[Saved entries]

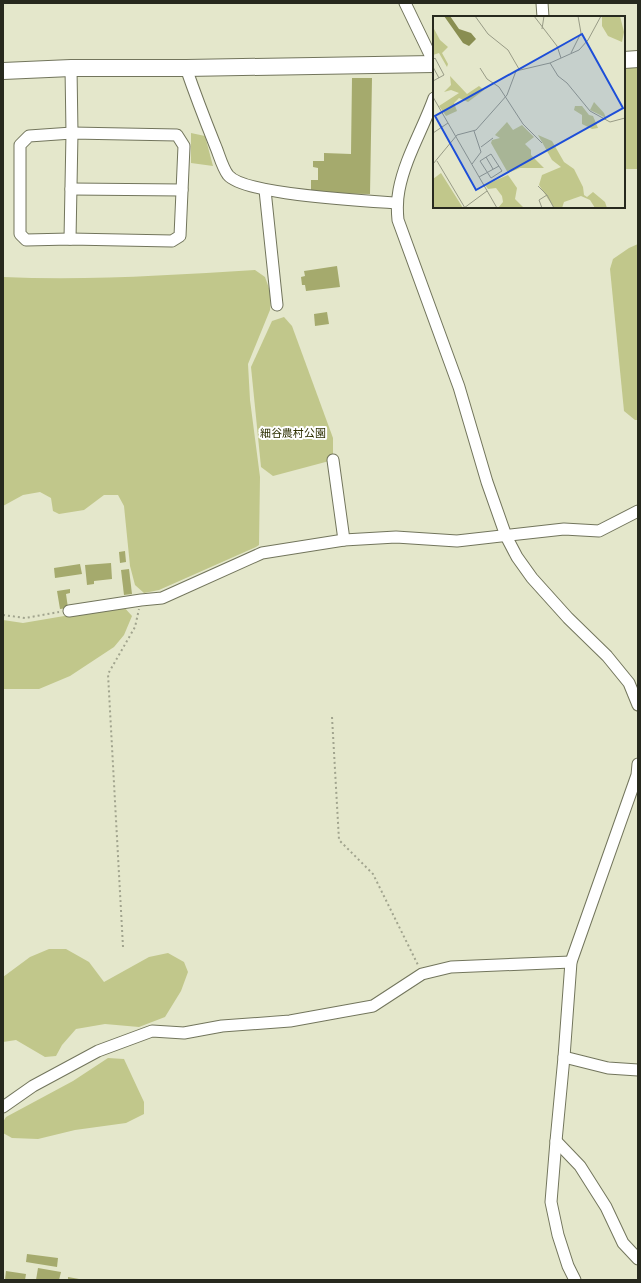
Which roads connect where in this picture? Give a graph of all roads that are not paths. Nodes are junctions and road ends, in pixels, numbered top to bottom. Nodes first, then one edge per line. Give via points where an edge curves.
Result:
1 (405, 3) edge
2 (542, 3) edge
3 (543, 16) edge
4 (638, 59) edge
5 (625, 60) edge
6 (433, 62) edge
7 (433, 64) edge
8 (71, 68) junction
9 (186, 68) junction
10 (3, 71) edge
11 (433, 101) edge
12 (72, 133) junction
13 (70, 190) junction
14 (182, 190) junction
15 (265, 190) junction
16 (397, 203) junction
17 (70, 239) junction
18 (277, 306) dead end
19 (334, 460) dead end
20 (638, 511) edge
21 (506, 536) junction
22 (344, 540) junction
23 (69, 611) road end
24 (638, 705) edge
25 (638, 764) edge
26 (571, 962) junction
27 (564, 1057) junction
28 (638, 1070) edge
29 (3, 1107) edge
30 (556, 1141) junction
31 (638, 1259) edge
32 (575, 1280) edge

1 - 6 street
2 - 3 street
4 - 5 street
7 - 9 street
8 - 9 street
8 - 10 street
8 - 12 street
9 - 15 street via 200,109 229,176 243,184
11 - 16 street via 406,163
12 - 13 street
12 - 14 street via 177,135 184,146
12 - 17 street via 29,136 20,145 20,234 26,240
13 - 14 street
13 - 17 street
14 - 17 street via 180,236 172,241
15 - 16 street via 317,198
15 - 18 street
16 - 21 street via 398,220 459,387
19 - 22 street
20 - 21 street via 599,531 564,529
21 - 22 street via 457,541 396,537
21 - 24 street via 532,578 607,656 628,683
22 - 23 street via 262,553 162,598
25 - 26 street via 637,775
26 - 27 street
26 - 29 street via 451,967 422,974 373,1006 290,1021 222,1026 184,1033 152,1031 98,1051 33,1086
27 - 28 street via 608,1068
27 - 30 street
30 - 31 street via 580,1166 606,1206 623,1243
30 - 32 street via 551,1202 558,1235

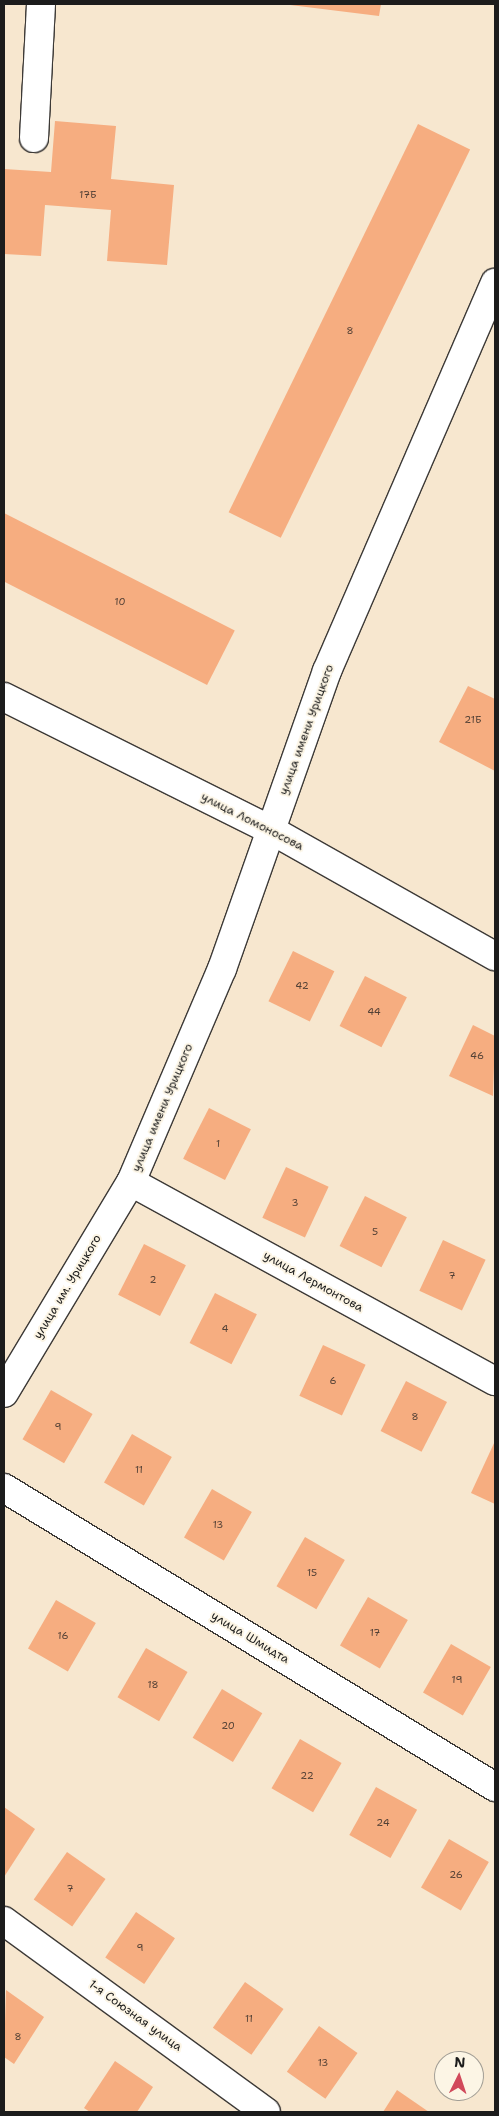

* YOUR INSTRUCTIONS
Retype each line above exactly and leave out any picture.

* ANSWER BOX
Which roads connect where in this picture? Give a graph of all roads that are not paths. Nodes are junctions and road ends, in pixels, numbered top to bottom. Nodes first, then one edge per line. Give via points where an edge curves.
Result:
1 (405, 3) edge
2 (542, 3) edge
3 (543, 16) edge
4 (638, 59) edge
5 (625, 60) edge
6 (433, 62) edge
7 (433, 64) edge
8 (71, 68) junction
9 (186, 68) junction
10 (3, 71) edge
11 (433, 101) edge
12 (72, 133) junction
13 (70, 190) junction
14 (182, 190) junction
15 (265, 190) junction
16 (397, 203) junction
17 (70, 239) junction
18 (277, 306) dead end
19 (334, 460) dead end
20 (638, 511) edge
21 (506, 536) junction
22 (344, 540) junction
23 (69, 611) road end
24 (638, 705) edge
25 (638, 764) edge
26 (571, 962) junction
27 (564, 1057) junction
28 (638, 1070) edge
29 (3, 1107) edge
30 (556, 1141) junction
31 (638, 1259) edge
32 (575, 1280) edge

1 - 6 street
2 - 3 street
4 - 5 street
7 - 9 street
8 - 9 street
8 - 10 street
8 - 12 street
9 - 15 street via 200,109 229,176 243,184
11 - 16 street via 406,163
12 - 13 street
12 - 14 street via 177,135 184,146
12 - 17 street via 29,136 20,145 20,234 26,240
13 - 14 street
13 - 17 street
14 - 17 street via 180,236 172,241
15 - 16 street via 317,198
15 - 18 street
16 - 21 street via 398,220 459,387
19 - 22 street
20 - 21 street via 599,531 564,529
21 - 22 street via 457,541 396,537
21 - 24 street via 532,578 607,656 628,683
22 - 23 street via 262,553 162,598
25 - 26 street via 637,775
26 - 27 street
26 - 29 street via 451,967 422,974 373,1006 290,1021 222,1026 184,1033 152,1031 98,1051 33,1086
27 - 28 street via 608,1068
27 - 30 street
30 - 31 street via 580,1166 606,1206 623,1243
30 - 32 street via 551,1202 558,1235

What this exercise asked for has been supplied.